[Opening DATA TO USE section]
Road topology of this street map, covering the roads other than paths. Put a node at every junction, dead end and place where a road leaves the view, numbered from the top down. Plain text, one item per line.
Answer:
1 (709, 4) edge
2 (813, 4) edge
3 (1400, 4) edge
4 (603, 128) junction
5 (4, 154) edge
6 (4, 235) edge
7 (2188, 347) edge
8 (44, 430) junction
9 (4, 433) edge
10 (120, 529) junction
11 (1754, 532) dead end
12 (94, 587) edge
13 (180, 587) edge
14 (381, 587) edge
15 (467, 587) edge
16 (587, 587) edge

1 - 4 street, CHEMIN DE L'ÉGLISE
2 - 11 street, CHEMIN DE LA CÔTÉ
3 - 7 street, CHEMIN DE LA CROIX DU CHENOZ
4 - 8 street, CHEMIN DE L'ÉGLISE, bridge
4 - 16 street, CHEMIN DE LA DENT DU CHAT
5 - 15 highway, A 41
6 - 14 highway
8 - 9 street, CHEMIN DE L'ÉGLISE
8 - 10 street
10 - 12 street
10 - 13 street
[Closing DATA TO USE section]
ACTIVITY -> The records above are to be duplicated word for word.

RESULT OF THIS TASK ->
Road topology of this street map, covering the roads other than paths. Put a node at every junction, dead end and place where a road leaves the view, numbered from the top down. Plain text, one item per line.
Answer:
1 (709, 4) edge
2 (813, 4) edge
3 (1400, 4) edge
4 (603, 128) junction
5 (4, 154) edge
6 (4, 235) edge
7 (2188, 347) edge
8 (44, 430) junction
9 (4, 433) edge
10 (120, 529) junction
11 (1754, 532) dead end
12 (94, 587) edge
13 (180, 587) edge
14 (381, 587) edge
15 (467, 587) edge
16 (587, 587) edge

1 - 4 street, CHEMIN DE L'ÉGLISE
2 - 11 street, CHEMIN DE LA CÔTÉ
3 - 7 street, CHEMIN DE LA CROIX DU CHENOZ
4 - 8 street, CHEMIN DE L'ÉGLISE, bridge
4 - 16 street, CHEMIN DE LA DENT DU CHAT
5 - 15 highway, A 41
6 - 14 highway
8 - 9 street, CHEMIN DE L'ÉGLISE
8 - 10 street
10 - 12 street
10 - 13 street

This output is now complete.